### Work required
Figure out the number of lines in the data that hold the string "boxes". Reply with that figure only.

### Given records
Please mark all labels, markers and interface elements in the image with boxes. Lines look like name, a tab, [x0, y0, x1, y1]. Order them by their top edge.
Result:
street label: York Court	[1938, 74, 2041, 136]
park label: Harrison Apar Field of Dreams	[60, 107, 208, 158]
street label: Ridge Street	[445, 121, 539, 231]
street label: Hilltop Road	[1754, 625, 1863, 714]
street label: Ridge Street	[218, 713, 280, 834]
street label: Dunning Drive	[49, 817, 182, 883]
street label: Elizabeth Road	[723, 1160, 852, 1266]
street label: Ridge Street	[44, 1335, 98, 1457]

--

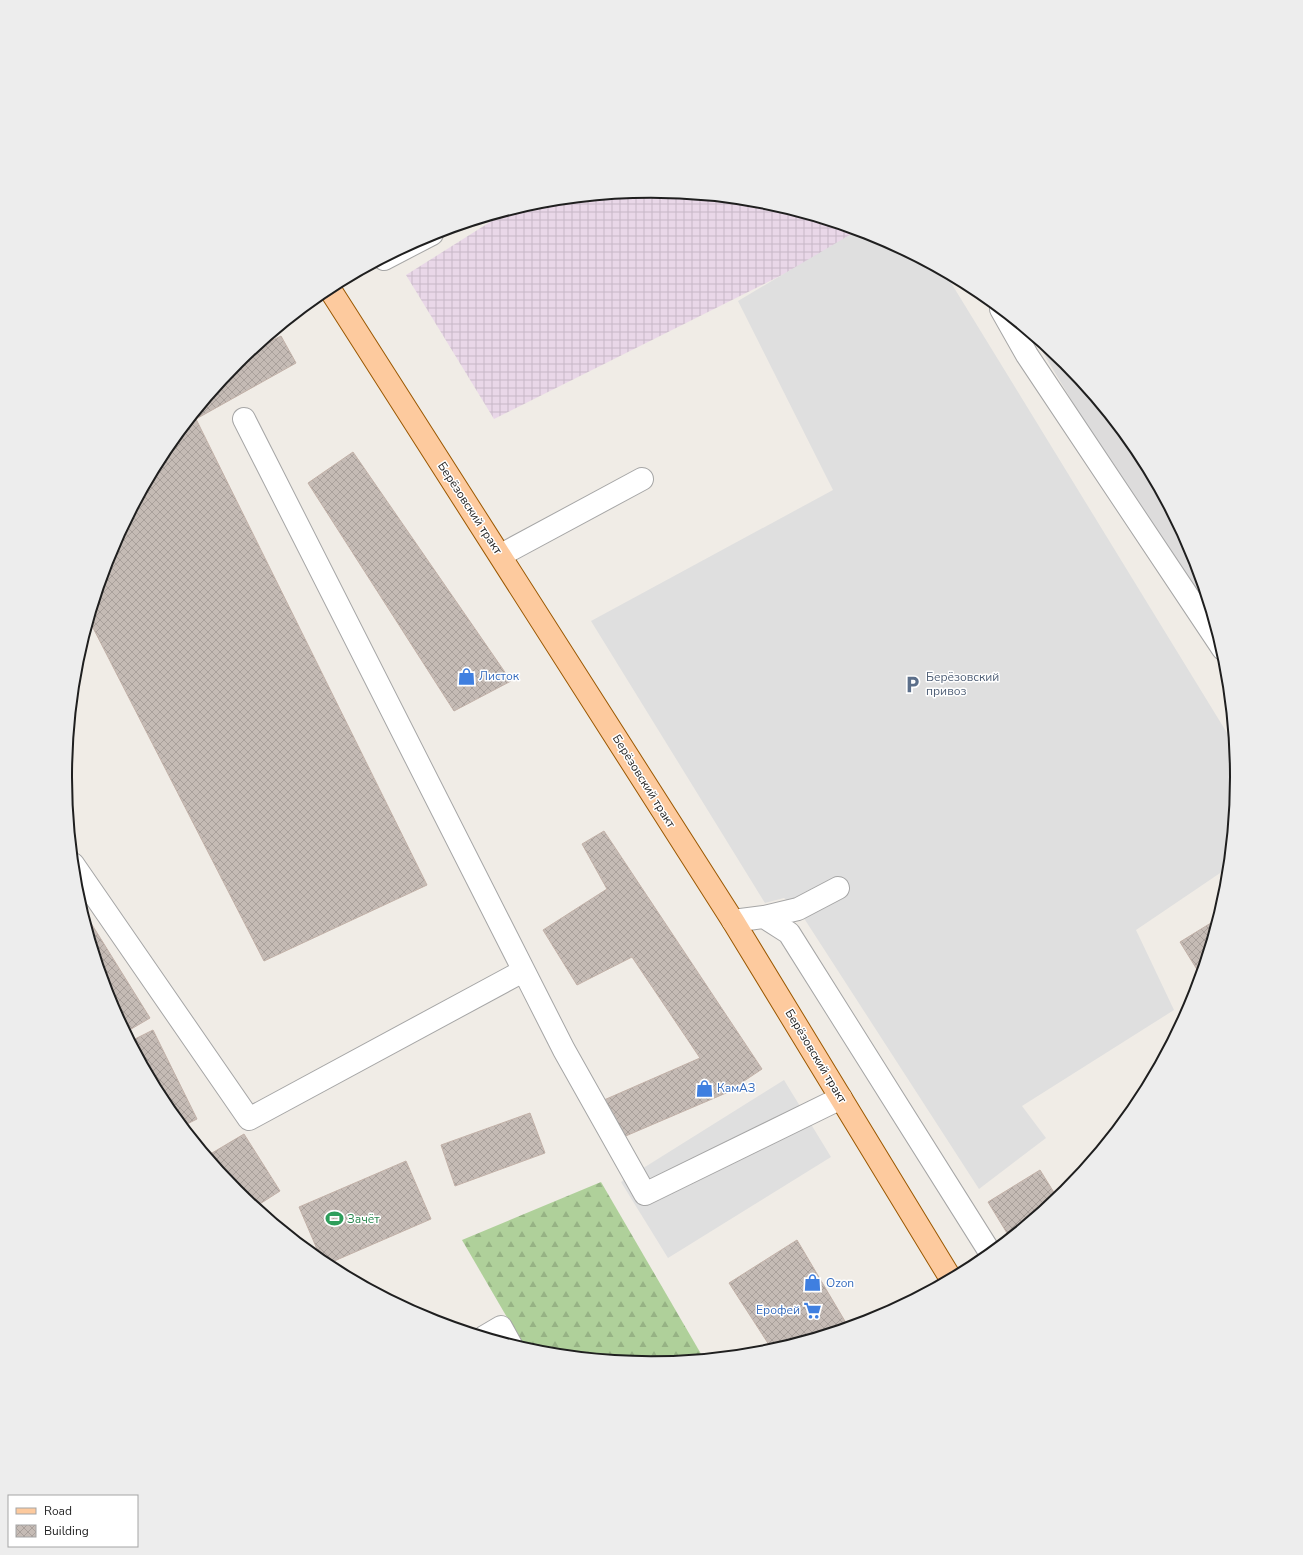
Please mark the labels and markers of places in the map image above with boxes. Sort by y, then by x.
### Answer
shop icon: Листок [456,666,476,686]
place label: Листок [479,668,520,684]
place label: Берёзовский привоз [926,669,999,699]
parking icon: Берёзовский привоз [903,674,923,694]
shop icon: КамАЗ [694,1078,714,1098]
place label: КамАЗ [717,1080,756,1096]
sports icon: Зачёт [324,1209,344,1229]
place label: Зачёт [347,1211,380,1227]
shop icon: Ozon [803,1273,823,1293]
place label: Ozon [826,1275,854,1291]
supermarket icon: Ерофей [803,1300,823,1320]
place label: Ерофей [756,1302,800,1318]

### Response
2